■ YOUR TASK
Begin at the line that has "middle dip: (88, 84)", stop after the line that has "pinky mcp: (1078, 1064)", and print exactly those lines from the records below, without any pictures.

---+---

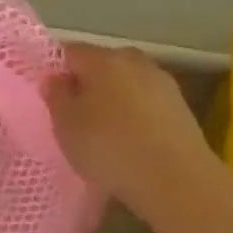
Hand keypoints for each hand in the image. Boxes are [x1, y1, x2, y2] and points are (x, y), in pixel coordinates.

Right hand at [45, 42, 215, 211]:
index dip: (57, 71)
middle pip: (103, 65)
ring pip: (127, 84)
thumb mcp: (66, 125)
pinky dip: (136, 115)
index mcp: (103, 59)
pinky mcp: (181, 107)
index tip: (51, 97)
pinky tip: (131, 141)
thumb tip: (55, 78)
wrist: (175, 179)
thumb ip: (56, 96)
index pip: (71, 52)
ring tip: (105, 132)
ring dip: (115, 100)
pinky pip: (147, 104)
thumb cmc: (109, 147)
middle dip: (88, 84)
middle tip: (76, 115)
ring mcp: (162, 82)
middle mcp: (134, 61)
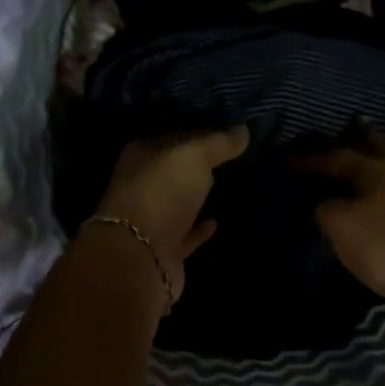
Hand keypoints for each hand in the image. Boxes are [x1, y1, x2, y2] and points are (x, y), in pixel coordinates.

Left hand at [89, 124, 249, 301]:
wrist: (140, 256)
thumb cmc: (161, 192)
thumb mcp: (194, 156)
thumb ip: (219, 143)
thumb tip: (244, 129)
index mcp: (141, 155)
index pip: (175, 137)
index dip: (200, 132)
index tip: (229, 131)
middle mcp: (141, 184)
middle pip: (175, 170)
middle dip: (198, 165)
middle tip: (232, 156)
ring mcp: (150, 218)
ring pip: (178, 201)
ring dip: (197, 195)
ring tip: (228, 184)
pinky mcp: (163, 249)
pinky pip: (185, 233)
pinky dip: (199, 228)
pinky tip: (217, 221)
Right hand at [293, 140, 384, 319]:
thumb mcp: (342, 227)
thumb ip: (326, 210)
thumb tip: (325, 205)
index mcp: (377, 168)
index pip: (336, 156)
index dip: (309, 159)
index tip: (285, 160)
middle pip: (375, 149)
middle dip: (360, 138)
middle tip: (348, 126)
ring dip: (371, 166)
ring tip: (355, 165)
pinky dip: (380, 191)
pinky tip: (374, 198)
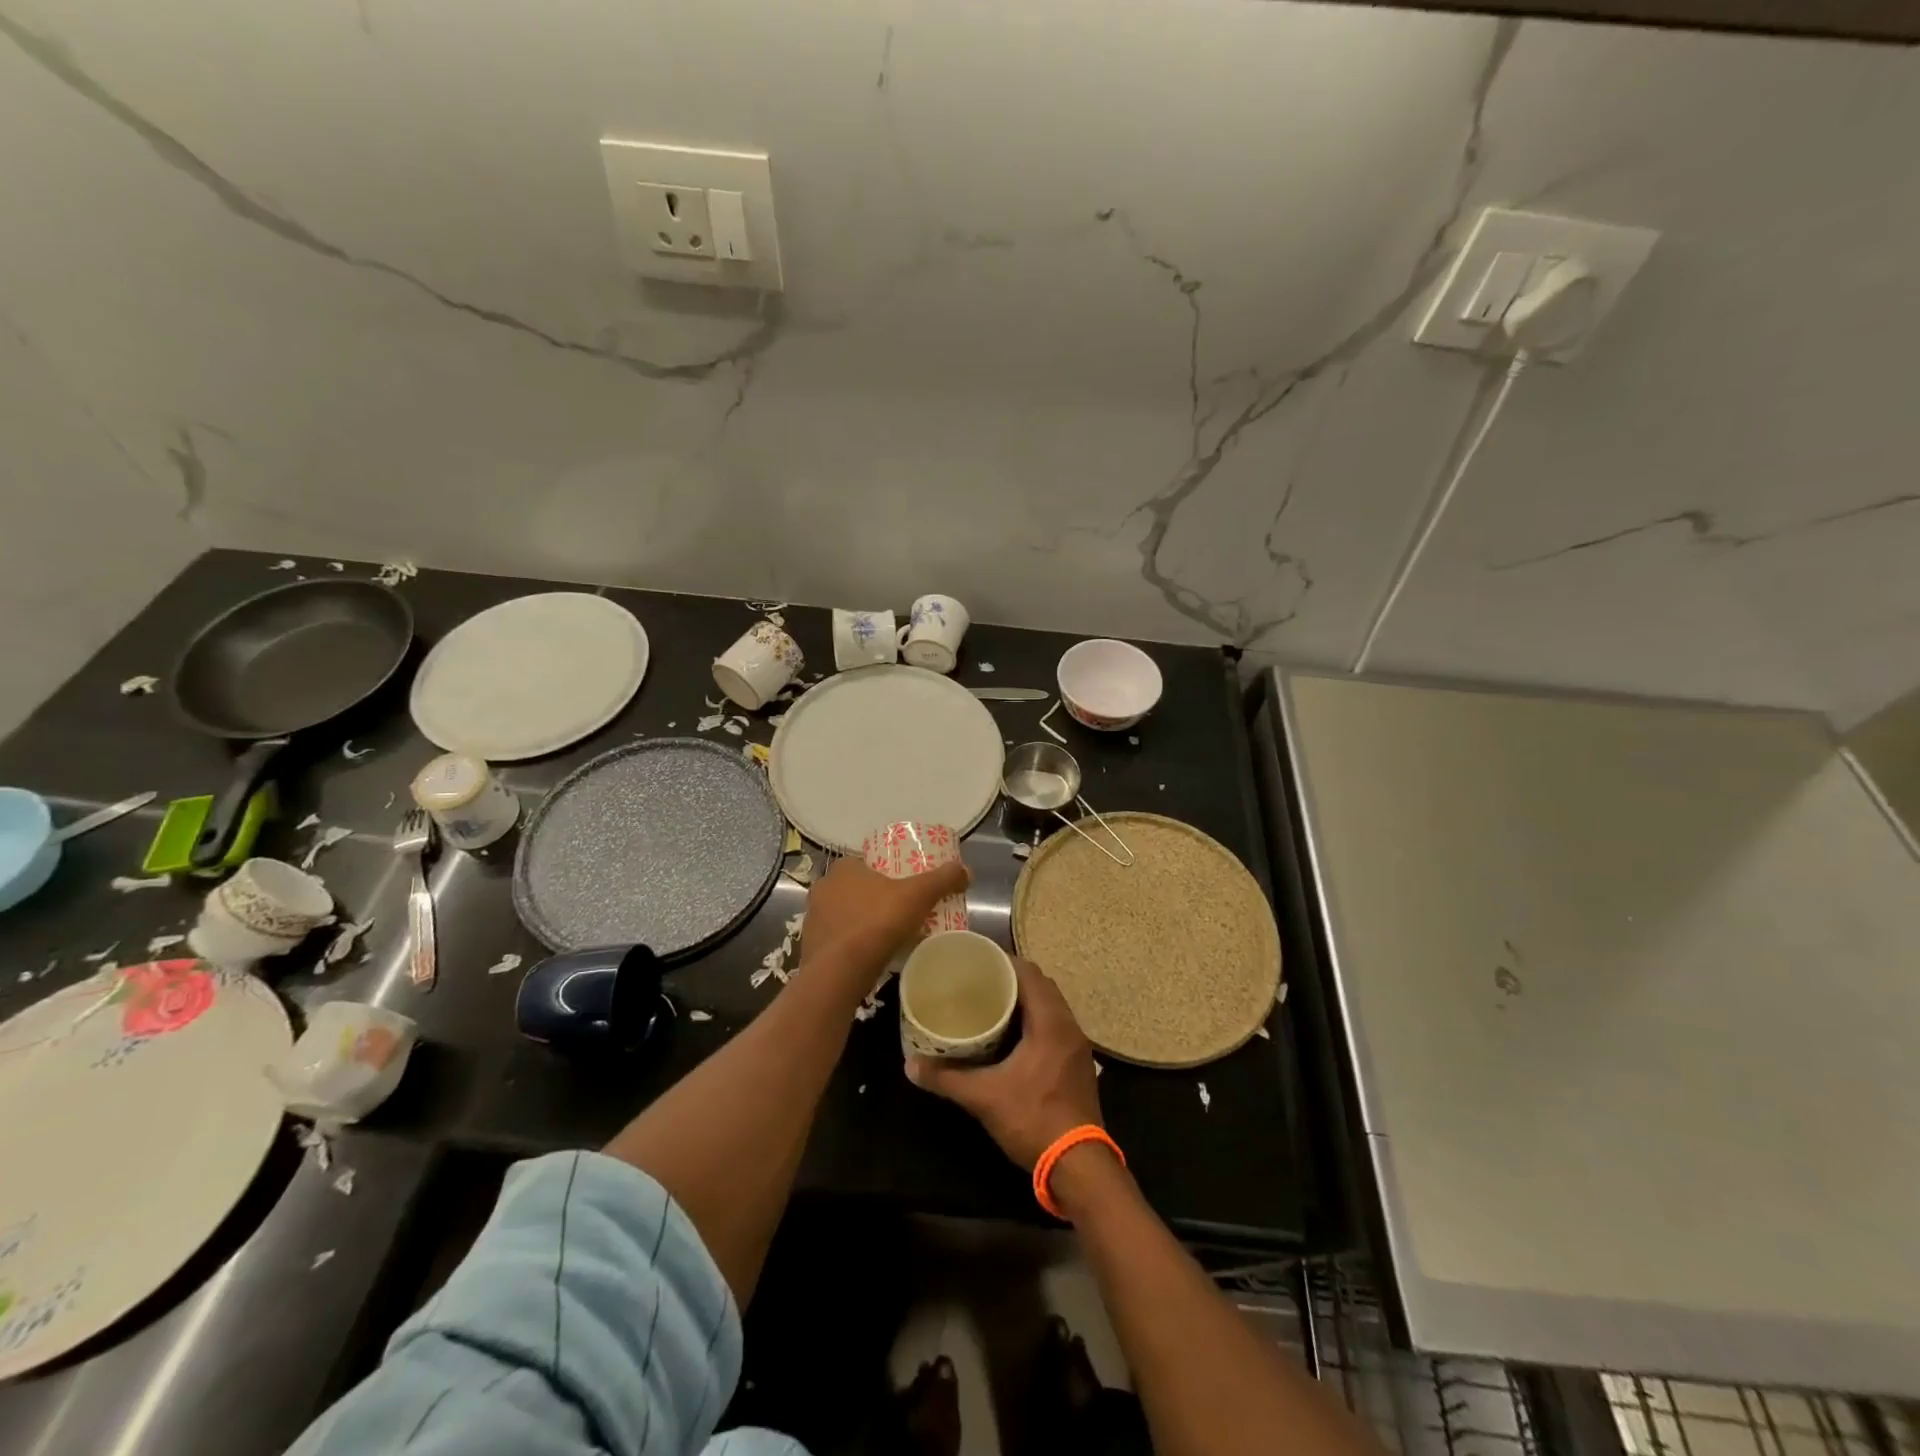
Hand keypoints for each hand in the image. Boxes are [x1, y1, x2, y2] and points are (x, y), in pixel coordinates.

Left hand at [800, 855, 969, 979]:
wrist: (838, 974)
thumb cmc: (877, 923)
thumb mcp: (918, 895)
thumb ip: (942, 879)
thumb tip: (965, 870)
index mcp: (844, 868)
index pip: (867, 862)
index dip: (887, 872)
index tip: (905, 886)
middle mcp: (823, 887)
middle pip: (856, 888)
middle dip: (876, 898)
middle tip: (901, 911)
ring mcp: (812, 919)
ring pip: (844, 914)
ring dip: (862, 921)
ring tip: (888, 935)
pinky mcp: (811, 946)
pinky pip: (837, 939)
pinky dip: (852, 944)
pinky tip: (869, 955)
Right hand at [908, 958, 1102, 1168]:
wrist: (1079, 1165)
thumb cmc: (1033, 1119)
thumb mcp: (984, 1097)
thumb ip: (947, 1078)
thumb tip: (911, 1064)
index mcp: (1051, 1022)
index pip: (1030, 974)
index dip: (1004, 962)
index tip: (978, 961)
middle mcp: (1069, 1026)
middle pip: (1042, 986)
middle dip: (1013, 979)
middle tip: (980, 982)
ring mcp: (1077, 1046)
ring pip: (1051, 1007)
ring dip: (1026, 1001)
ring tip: (993, 1003)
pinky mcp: (1078, 1064)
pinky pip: (1056, 1026)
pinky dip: (1036, 1020)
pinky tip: (1013, 1036)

---+---

■ WRITTEN SOLUTION
middle dip: (88, 84)
middle tip: (76, 115)
ring mcp: (162, 82)
middle mcp: (134, 61)
Hand keypoints for each hand in the image. Boxes are [x1, y1, x2, y2] and points are (x, y), in pixel coordinates.

Left hand at [89, 124, 249, 301]:
wrist: (140, 256)
thumb cmc: (161, 192)
thumb mcp: (194, 156)
thumb ip: (219, 143)
thumb tip: (244, 129)
index mcp: (141, 155)
index pip: (175, 137)
index dip: (200, 132)
index tip: (229, 131)
middle mcp: (141, 184)
middle pip: (175, 170)
middle dip: (198, 165)
middle tip: (232, 156)
ring mcp: (150, 218)
ring pip: (178, 201)
ring dip: (197, 195)
ring tip: (228, 184)
pinky mcp: (163, 249)
pinky pip: (185, 233)
pinky dip: (199, 228)
pinky tip: (217, 221)
Right hand at [293, 140, 384, 319]:
thumb mcp: (342, 227)
thumb ip: (326, 210)
thumb tip: (325, 205)
index mcp: (377, 168)
index pip: (336, 156)
index dip: (309, 159)
index tip: (285, 160)
middle pip: (375, 149)
middle dip: (360, 138)
middle tip: (348, 126)
ring dip: (371, 166)
ring tip: (355, 165)
pinky dip: (380, 191)
pinky tip: (374, 198)
Hand keypoints for each hand in the image. Boxes are [x1, y1, x2, y2] and points are (x, y), in pixel coordinates.

Left hand at [800, 855, 969, 979]:
wrist: (838, 974)
thumb cmc: (877, 923)
thumb mcp: (918, 895)
thumb ip: (942, 879)
thumb tip: (965, 870)
index mcp: (844, 868)
index pip: (867, 862)
index dip: (887, 872)
index tip: (905, 886)
middle mcp: (823, 887)
middle pip: (856, 888)
middle dip: (876, 898)
middle tip: (901, 911)
ring mcp: (812, 919)
ring pip: (844, 914)
ring dip: (862, 921)
ring tip: (888, 935)
pinky mcp: (811, 946)
pinky pip: (837, 939)
pinky dip: (852, 944)
pinky tip: (869, 955)
Right hand at [908, 958, 1102, 1168]:
wrist: (1079, 1165)
thumb cmc: (1033, 1119)
thumb mcp: (984, 1097)
thumb ip: (947, 1078)
thumb tip: (911, 1064)
index mcp: (1051, 1022)
index pip: (1030, 974)
index dip: (1004, 962)
index tip: (978, 961)
middle mcp: (1069, 1026)
middle pip: (1042, 986)
middle dip: (1013, 979)
middle tip: (980, 982)
ring mcp: (1077, 1046)
ring pip: (1051, 1007)
ring dip: (1026, 1001)
ring tip: (993, 1003)
pinky mcp: (1078, 1064)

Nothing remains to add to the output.